I went to the reception counter to pay my rent. I was able to make the lady understand what I wanted by shoving my debit card at her. She ran it through one of those handheld machines that every merchant in Paris seemed to have. The little paper came out of the machine; she ripped it off and showed it to me—“rejected”. She ran it through again and again—same result.

“No worry,”she said. You can get cash and pay tomorrow. What was wrong? I wondered. The card worked fine when I used it to pay for dinner last night. Had Bank of America blocked the account for some reason? I worried about how I could pay for both the school and the rent—about $2,300 euro if I couldn’t get more than 500 euro a day from the ATM. If Bank of America blocked my account, I couldn’t even get that.
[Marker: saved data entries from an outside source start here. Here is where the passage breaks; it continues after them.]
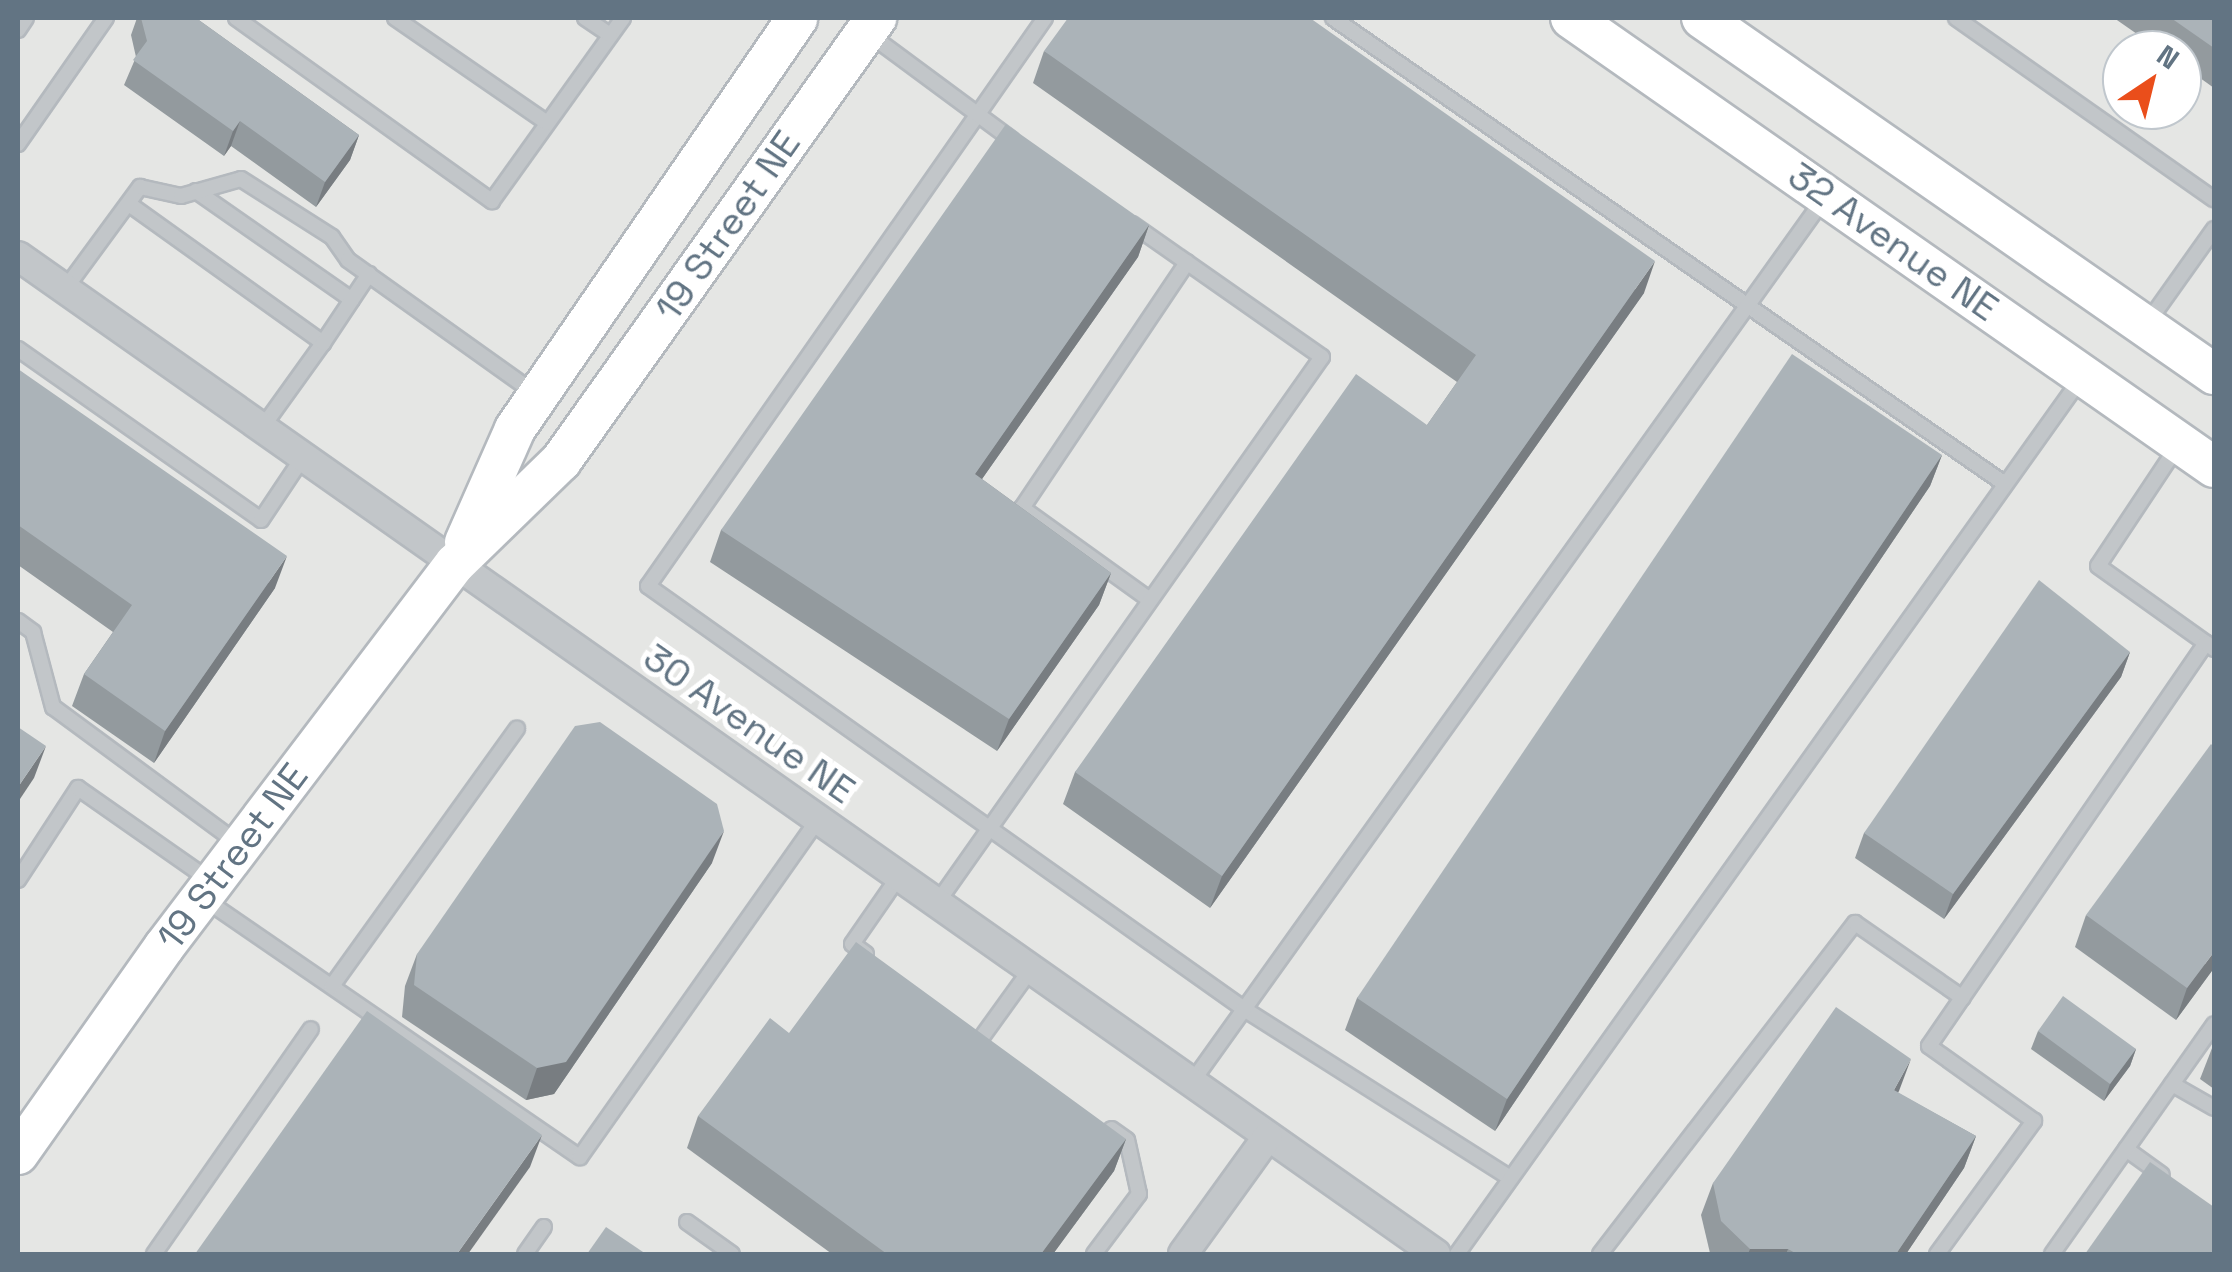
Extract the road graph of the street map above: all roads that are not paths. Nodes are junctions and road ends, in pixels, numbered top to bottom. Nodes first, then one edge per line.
1 (26, 18) edge
2 (106, 18) edge
3 (236, 18) edge
4 (395, 18) edge
5 (584, 18) edge
6 (622, 18) edge
7 (797, 18) edge
8 (1046, 18) edge
9 (1334, 18) edge
10 (1571, 18) edge
11 (1702, 18) edge
12 (1956, 18) edge
13 (871, 25) edge
14 (18, 30) edge
15 (610, 36) junction
16 (978, 116) junction
17 (547, 123) junction
18 (18, 144) edge
19 (1026, 150) edge
20 (196, 192) junction
21 (1826, 195) junction
22 (2214, 199) edge
23 (128, 204) junction
24 (1122, 217) edge
25 (2214, 229) edge
26 (18, 256) edge
27 (1187, 262) junction
28 (369, 274) junction
29 (65, 289) junction
30 (352, 300) junction
31 (1747, 303) junction
32 (2146, 326) junction
33 (323, 343) junction
34 (18, 349) edge
35 (2214, 374) edge
36 (2084, 375) junction
37 (538, 396) junction
38 (262, 428) junction
39 (2180, 443) junction
40 (304, 457) junction
41 (2214, 468) edge
42 (2005, 484) junction
43 (455, 564) junction
44 (1150, 600) junction
45 (18, 621) edge
46 (2210, 646) edge
47 (517, 728) dead end
48 (818, 818) junction
49 (991, 826) junction
50 (241, 846) junction
51 (899, 876) junction
52 (18, 880) edge
53 (207, 890) junction
54 (936, 902) junction
55 (881, 964) edge
56 (1031, 969) junction
57 (332, 986) junction
58 (1962, 998) junction
59 (1244, 1008) junction
60 (2214, 1024) edge
61 (968, 1027) edge
62 (311, 1029) dead end
63 (982, 1037) junction
64 (998, 1048) edge
65 (1192, 1082) junction
66 (2172, 1084) junction
67 (2214, 1108) edge
68 (1095, 1118) edge
69 (23, 1135) edge
70 (1268, 1136) junction
71 (2126, 1149) junction
72 (1510, 1176) junction
73 (2170, 1182) edge
74 (687, 1222) dead end
75 (544, 1228) dead end
76 (154, 1254) edge
77 (524, 1254) edge
78 (732, 1254) edge
79 (1094, 1254) edge
80 (1183, 1254) edge
81 (1436, 1254) edge
82 (1458, 1254) edge
83 (1600, 1254) edge
84 (1937, 1254) edge
85 (2052, 1254) edge

1 - 14 lane
2 - 18 lane
3 - 17 lane
4 - 17 lane
5 - 15 lane
6 - 15 lane
7 - 37 street, 19 Street NE
8 - 16 lane
9 - 31 lane
10 - 21 street, 32 Avenue NE
11 - 32 street, 32 Avenue NE
12 - 22 lane
13 - 16 lane
13 - 43 street, 19 Street NE
15 - 17 lane
16 - 19 lane
16 - 49 lane
20 - 23 lane
20 - 28 lane
20 - 30 lane
21 - 31 lane
21 - 36 street, 32 Avenue NE
23 - 29 lane
23 - 33 lane
24 - 27 lane
25 - 32 lane
26 - 29 street, 30 Avenue NE
27 - 44 lane
27 - 44 lane
28 - 30 lane
28 - 37 lane
29 - 38 street, 30 Avenue NE
30 - 33 lane
31 - 42 lane
31 - 59 lane
32 - 35 street, 32 Avenue NE
33 - 38 lane
34 - 40 lane
36 - 39 street, 32 Avenue NE
36 - 42 lane
37 - 43 street, 19 Street NE
38 - 40 street, 30 Avenue NE
39 - 41 street, 32 Avenue NE
39 - 46 lane
40 - 43 street, 30 Avenue NE
42 - 72 lane
43 - 48 street, 30 Avenue NE
43 - 50 street, 19 Street NE
44 - 49 lane
45 - 50 lane
46 - 58 lane
47 - 57 lane
48 - 51 street, 30 Avenue NE
48 - 57 lane
49 - 54 lane
49 - 59 lane
50 - 53 street, 19 Street NE
51 - 54 street, 30 Avenue NE
51 - 55 lane
52 - 53 lane
53 - 57 lane
53 - 69 street, 19 Street NE
54 - 56 street, 30 Avenue NE
56 - 63 lane
56 - 65 street, 30 Avenue NE
58 - 83 lane
58 - 84 lane
59 - 65 lane
59 - 72 lane
60 - 66 lane
61 - 63 lane
62 - 76 lane
63 - 64 lane
65 - 70 street, 30 Avenue NE
66 - 67 lane
66 - 71 lane
68 - 79 lane
70 - 80 street
70 - 81 street, 30 Avenue NE
71 - 73 lane
71 - 85 lane
72 - 82 lane
74 - 78 lane
75 - 77 lane

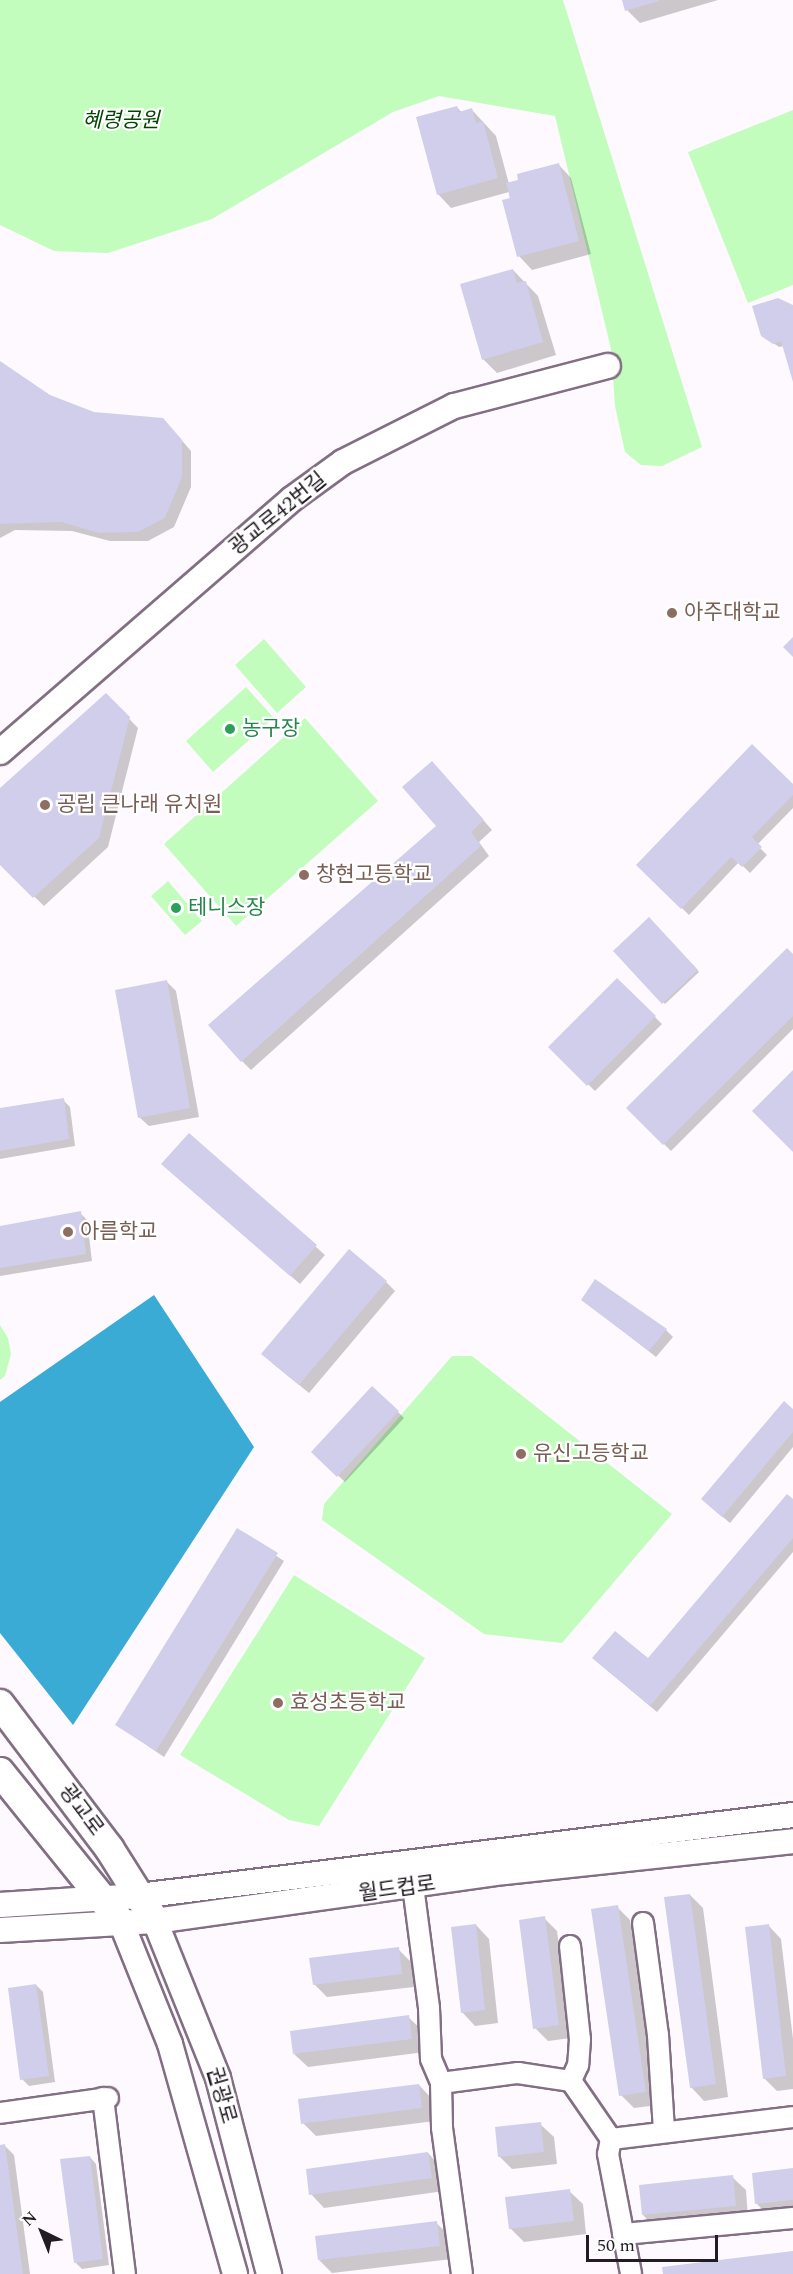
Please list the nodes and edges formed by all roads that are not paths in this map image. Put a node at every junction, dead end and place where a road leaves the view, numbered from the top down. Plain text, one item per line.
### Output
1 (608, 366) dead end
2 (0, 752) edge
3 (0, 1704) edge
4 (0, 1772) edge
5 (793, 1815) edge
6 (793, 1841) edge
7 (413, 1886) junction
8 (139, 1896) junction
9 (101, 1897) junction
10 (0, 1905) edge
11 (155, 1921) junction
12 (121, 1922) junction
13 (643, 1923) dead end
14 (0, 1930) edge
15 (570, 1946) dead end
16 (571, 2081) junction
17 (441, 2083) junction
18 (0, 2113) edge
19 (793, 2117) edge
20 (664, 2130) junction
21 (611, 2139) junction
22 (793, 2218) edge
23 (623, 2234) junction
24 (125, 2274) edge
25 (235, 2274) edge
26 (269, 2274) edge
27 (462, 2274) edge
28 (631, 2274) edge

1 - 2 street, 광교로42번길
3 - 8 main road, 광교로
4 - 9 main road, 광교로
5 - 8 street, 월드컵로
6 - 7 street, 월드컵로
7 - 11 street, 월드컵로
7 - 17 street
8 - 9 street, 월드컵로
8 - 11 main road, 광교로
9 - 10 street, 월드컵로
9 - 12 main road, 광교로
11 - 12 street, 월드컵로
11 - 26 street, 권광로
12 - 14 street, 월드컵로
12 - 25 street, 권광로
13 - 20 street
15 - 16 street
16 - 17 street
16 - 21 street
17 - 27 street
18 - 24 street
19 - 20 street
20 - 21 street
21 - 23 street
22 - 23 street
23 - 28 street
I had no way to reach Bank of America, so I had to get Internet service. Ads were all over the dorm for wireless Internet service for $19.95 per month, the first 24 hours free. I pulled out my laptop and booted it up; on the screen was the home page of the local wireless service––in French. After nearly two hours of hit and miss, up came my Internet home page—my first victory over French obstructions. I went to the Live Chat service on the Bank of America website. My account was blocked by the Fraud Department, the chatter, Matthew, eventually reported. No, I couldn’t get my account unblocked online. I had to call. Finally, Matthew––probably from India––found and gave me a non-800 number for the Fraud Department; 800 numbers only work in the United States.

The only problem was I didn’t have a phone, and how long would it take me to figure out how to make a call on the payphone downstairs—all of the instructions being in French. It was eight o’clock, and I was exhausted. I went out to dinner, not as good as last night, had two glasses of wine and a cognac and when I got home fell into a dreamless sleep.

I woke up tense, remembering I had a debit card that didn’t work (I had cancelled all my credit cards, but one and reduced it to a $300 limit to force myself to stop living on credit); and still had no cell phone and hadn’t paid my rent or my school tuition. I Googled “cell phones paris” on the Internet and found a store close by. After going to the wrong store, I found the right one. The proprietor spoke a little English, and I somehow managed to buy a phone, using cash. I was running low on cash. The phone came with 10 free minutes, but I had no idea how to add minutes, except to go to a Tabac with the “Orange” logo in the window, according to the store proprietor. At least my phone seemed to be working, although all the instructions were in French.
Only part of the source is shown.